*Exercise*
Look through the data that follows and copy each line with the string "down".
Start of Extracted entries
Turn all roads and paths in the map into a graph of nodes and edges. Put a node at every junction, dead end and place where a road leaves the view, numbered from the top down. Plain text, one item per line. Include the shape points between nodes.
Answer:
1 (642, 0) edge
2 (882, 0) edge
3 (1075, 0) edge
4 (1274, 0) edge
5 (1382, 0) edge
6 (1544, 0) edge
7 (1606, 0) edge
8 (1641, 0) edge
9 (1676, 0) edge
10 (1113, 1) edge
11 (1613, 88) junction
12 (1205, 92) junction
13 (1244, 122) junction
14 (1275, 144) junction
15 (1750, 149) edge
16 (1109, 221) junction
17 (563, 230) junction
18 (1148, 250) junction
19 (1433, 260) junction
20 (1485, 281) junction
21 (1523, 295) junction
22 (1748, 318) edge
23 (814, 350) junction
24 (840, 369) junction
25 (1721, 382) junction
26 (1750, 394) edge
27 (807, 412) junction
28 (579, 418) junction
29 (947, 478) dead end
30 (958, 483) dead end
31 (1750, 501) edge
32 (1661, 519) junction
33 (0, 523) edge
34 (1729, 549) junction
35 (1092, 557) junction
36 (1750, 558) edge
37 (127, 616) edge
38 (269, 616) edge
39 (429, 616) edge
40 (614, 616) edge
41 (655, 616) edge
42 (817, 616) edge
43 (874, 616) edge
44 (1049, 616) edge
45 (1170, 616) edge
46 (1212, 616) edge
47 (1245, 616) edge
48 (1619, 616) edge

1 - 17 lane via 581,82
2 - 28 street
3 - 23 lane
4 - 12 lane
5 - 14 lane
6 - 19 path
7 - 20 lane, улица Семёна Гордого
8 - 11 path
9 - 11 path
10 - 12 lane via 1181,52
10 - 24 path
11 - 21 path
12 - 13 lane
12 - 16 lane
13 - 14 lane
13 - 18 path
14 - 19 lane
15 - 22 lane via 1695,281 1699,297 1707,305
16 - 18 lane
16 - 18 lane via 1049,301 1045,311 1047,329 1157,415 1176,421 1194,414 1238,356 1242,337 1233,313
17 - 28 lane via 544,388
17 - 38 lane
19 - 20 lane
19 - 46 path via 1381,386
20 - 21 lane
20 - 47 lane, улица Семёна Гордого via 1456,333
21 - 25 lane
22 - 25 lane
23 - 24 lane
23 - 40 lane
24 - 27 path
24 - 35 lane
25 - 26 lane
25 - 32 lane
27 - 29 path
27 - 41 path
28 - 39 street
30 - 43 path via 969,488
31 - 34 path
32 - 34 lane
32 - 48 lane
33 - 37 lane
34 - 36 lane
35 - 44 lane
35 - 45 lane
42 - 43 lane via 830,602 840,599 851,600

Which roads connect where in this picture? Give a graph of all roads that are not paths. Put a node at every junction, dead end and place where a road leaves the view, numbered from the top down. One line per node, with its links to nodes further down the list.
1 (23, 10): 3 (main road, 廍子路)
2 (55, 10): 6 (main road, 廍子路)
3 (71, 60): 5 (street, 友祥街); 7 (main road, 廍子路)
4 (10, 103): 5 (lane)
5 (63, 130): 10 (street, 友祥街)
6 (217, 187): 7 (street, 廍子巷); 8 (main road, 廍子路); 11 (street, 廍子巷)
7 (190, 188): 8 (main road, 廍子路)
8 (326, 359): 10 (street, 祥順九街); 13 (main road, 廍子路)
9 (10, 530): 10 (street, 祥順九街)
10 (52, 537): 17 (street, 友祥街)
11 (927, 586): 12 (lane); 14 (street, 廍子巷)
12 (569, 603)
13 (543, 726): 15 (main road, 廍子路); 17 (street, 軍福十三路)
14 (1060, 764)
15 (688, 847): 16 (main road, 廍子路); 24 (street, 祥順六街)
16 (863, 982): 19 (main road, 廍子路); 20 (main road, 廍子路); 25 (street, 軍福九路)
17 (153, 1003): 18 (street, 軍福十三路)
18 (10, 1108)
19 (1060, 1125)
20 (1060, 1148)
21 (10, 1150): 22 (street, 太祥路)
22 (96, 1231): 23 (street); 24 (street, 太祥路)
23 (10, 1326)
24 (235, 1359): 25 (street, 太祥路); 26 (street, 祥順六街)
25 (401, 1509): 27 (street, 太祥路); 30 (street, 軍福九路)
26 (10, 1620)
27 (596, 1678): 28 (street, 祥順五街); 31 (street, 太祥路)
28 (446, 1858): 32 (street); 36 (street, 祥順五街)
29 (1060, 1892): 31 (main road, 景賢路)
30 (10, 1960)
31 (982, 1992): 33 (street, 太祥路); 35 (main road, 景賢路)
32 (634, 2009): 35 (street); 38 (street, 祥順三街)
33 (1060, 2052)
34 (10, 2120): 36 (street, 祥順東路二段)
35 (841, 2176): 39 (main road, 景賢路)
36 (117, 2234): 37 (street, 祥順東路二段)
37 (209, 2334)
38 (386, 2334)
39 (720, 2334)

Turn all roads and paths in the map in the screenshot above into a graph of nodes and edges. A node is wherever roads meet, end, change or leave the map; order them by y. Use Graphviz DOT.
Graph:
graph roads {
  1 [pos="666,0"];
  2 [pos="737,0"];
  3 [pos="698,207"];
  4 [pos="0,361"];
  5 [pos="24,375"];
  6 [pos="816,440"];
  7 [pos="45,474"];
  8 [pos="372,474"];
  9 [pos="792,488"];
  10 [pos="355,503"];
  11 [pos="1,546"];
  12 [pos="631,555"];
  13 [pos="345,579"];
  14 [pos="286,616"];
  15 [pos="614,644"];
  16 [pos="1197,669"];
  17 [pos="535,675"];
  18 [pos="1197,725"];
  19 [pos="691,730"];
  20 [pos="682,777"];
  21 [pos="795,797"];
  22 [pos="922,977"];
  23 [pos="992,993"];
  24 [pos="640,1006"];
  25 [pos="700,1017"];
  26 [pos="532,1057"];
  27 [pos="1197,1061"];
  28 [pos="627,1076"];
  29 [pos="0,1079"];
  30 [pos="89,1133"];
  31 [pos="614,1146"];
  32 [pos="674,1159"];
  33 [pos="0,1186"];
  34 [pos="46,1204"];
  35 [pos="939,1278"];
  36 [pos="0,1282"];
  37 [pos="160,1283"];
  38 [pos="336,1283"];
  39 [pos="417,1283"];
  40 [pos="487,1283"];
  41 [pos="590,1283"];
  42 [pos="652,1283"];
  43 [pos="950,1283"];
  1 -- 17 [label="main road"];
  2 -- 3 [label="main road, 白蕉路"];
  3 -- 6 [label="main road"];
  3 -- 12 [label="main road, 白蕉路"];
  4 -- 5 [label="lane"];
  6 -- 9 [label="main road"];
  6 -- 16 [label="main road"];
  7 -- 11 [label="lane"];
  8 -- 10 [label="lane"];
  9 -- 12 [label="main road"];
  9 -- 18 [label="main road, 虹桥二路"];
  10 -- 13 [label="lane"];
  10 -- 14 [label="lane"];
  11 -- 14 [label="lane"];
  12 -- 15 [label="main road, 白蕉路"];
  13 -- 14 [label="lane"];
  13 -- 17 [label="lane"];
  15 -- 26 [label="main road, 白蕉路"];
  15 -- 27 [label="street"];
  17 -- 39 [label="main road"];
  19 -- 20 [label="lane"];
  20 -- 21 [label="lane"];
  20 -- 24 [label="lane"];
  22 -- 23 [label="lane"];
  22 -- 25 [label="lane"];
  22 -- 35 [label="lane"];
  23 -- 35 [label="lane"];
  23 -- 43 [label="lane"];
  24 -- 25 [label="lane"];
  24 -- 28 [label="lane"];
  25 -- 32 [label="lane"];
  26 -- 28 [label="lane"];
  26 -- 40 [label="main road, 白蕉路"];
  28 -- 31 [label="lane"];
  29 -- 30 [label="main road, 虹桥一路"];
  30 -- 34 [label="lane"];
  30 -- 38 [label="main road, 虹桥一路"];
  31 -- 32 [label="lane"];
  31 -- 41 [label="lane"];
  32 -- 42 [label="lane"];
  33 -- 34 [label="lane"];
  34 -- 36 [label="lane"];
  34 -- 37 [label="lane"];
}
End of Extracted entries
*Answer to the exercise*
Turn all roads and paths in the map into a graph of nodes and edges. Put a node at every junction, dead end and place where a road leaves the view, numbered from the top down. Plain text, one item per line. Include the shape points between nodes.
Which roads connect where in this picture? Give a graph of all roads that are not paths. Put a node at every junction, dead end and place where a road leaves the view, numbered from the top down. One line per node, with its links to nodes further down the list.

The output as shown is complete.